Offese e minacce fisiche nei confronti di un coetaneo, ripetute poi anche nei social
Si sono concluse le indagini condotte dalla Squadra Mobile della Questura di Arezzo, coordinate dalla Procura della Repubblica presso il Tribunale per i Minorenni di Firenze, sotto la guida della Procuratrice Roberta Pieri, che hanno portato al deferimento di cinque minori ritenuti responsabili, in concorso, del reato di atti persecutori nei confronti di un loro coetaneo.
L'attività investigativa ha avuto inizio nel dicembre 2025, a seguito della querela sporta dalla madre della vittima.
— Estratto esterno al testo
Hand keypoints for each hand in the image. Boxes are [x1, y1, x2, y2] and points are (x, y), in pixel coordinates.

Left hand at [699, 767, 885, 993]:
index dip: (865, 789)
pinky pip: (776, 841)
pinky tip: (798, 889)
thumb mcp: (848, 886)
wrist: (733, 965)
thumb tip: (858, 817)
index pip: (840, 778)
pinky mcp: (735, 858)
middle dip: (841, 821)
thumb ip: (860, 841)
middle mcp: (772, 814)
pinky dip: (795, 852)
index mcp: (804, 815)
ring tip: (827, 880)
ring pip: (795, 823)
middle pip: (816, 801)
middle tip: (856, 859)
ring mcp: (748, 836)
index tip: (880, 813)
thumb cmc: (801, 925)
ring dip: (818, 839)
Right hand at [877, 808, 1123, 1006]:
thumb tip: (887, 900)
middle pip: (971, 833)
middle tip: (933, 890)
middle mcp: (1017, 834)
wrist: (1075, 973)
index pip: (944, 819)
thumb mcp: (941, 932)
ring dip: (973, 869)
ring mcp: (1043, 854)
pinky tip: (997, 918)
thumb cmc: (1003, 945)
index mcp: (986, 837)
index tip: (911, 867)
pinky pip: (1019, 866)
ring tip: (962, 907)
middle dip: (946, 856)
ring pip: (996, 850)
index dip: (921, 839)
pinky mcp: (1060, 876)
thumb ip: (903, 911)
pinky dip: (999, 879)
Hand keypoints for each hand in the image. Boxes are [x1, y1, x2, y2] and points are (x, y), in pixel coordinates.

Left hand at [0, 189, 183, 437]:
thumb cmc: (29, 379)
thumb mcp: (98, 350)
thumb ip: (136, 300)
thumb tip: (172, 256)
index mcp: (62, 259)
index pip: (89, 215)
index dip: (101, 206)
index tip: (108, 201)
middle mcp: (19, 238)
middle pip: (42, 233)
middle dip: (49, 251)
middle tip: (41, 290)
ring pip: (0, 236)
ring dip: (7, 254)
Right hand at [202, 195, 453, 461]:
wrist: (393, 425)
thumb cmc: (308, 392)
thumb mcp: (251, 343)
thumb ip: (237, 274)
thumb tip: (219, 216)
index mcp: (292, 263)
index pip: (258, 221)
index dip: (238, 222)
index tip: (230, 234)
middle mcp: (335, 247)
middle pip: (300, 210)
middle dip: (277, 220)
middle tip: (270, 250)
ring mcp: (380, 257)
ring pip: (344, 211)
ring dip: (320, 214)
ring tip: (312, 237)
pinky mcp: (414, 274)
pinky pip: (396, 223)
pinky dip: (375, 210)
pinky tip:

La donna recandosi presso gli uffici della Questura di Arezzo, assieme al figlio, aveva denunciato un prolungato periodo di vessazioni subite dal ragazzo, vittima di una vera e propria opera persecutoria e di una continua campagna di denigrazione posta in essere da alcuni suoi coetanei sia a scuola che sui social network.
Secondo quanto ricostruito dagli inquirenti, il gruppo, costituito da cinque ragazzi minorenni, di età ricompresa tra i 15 e i 17 anni, aveva avviato una sistematica condotta persecutoria ai danni della giovane vittima, con insulti, offese e minacce, anche attraverso una continua e costante opera diffamatoria realizzata sui social network, in particolare su Instagram e gruppi WhatsApp, accusando falsamente il minore di aver commesso reati inesistenti e di essersi reso autore di condotte imbarazzanti, in realtà mai avvenute, solo per screditarlo e ridicolizzarlo, mettendolo alla gogna davanti ai compagni. Tale condotta aveva provocato un’ondata di insulti, offese e minacce rivolte alla vittima da parte di numerosi utenti ed un suo intenso stato di ansia e prostrazione nel ragazzo.
La persecuzione online è degenerata in violenza fisica nel novembre 2025 quando, nel centro storico di Arezzo, il minore è stato accerchiato dagli indagati e aggredito con calci e pugni. L’episodio è stato ripreso con un telefono cellulare da uno dei componenti del gruppo e successivamente pubblicato su Instagram, amplificando così la violenza e l’umiliazione subita dalla vittima.
Un passaggio fondamentale per il buon esito delle indagini è stato l’utilizzo della piattaforma YouPol della Polizia di Stato. La madre del ragazzo è riuscita, infatti, a reperire il video sul web ed effettuare un’immediata segnalazione caricando il video dell’aggressione sul portale, prima che venisse rimosso, fornendo così agli investigatori una prova documentale decisiva.
Il quadro probatorio è stato ulteriormente consolidato attraverso l’audizione di testimoni, amici e conoscenti della parte offesa, che hanno confermato il clima di violenza e accanimento serbato nei confronti della vittima e le condotte vessatorie subite nel corso del tempo dal minore.
Nel dicembre 2025, su disposizione del Procuratore Roberta Pieri, veniva quindi disposta la perquisizione presso il domicilio dei minori indagati, con conseguente sequestro dei loro dispositivi informatici e l’acquisizione di ulteriori elementi utili ai fini delle indagini.
Dopo gli interrogatori degli indagati, l'Autorità Giudiziaria ha disposto la chiusura delle indagini preliminari, cristallizzando, sulla base dei numerosi elementi di prova acquisiti, le responsabilità dei cinque minori denunciati per il reato di atti persecutori in merito alle condotte di bullismo e cyberbullismo loro contestate e commesse nei confronti della vittima.
In data odierna venivano notificati dalla Squadra Mobile di Arezzo agli indagati, gli avvisi di conclusione delle indagini preliminari formalizzati dalla Procura della Repubblica presso il Tribunale per i minorenni di Firenze.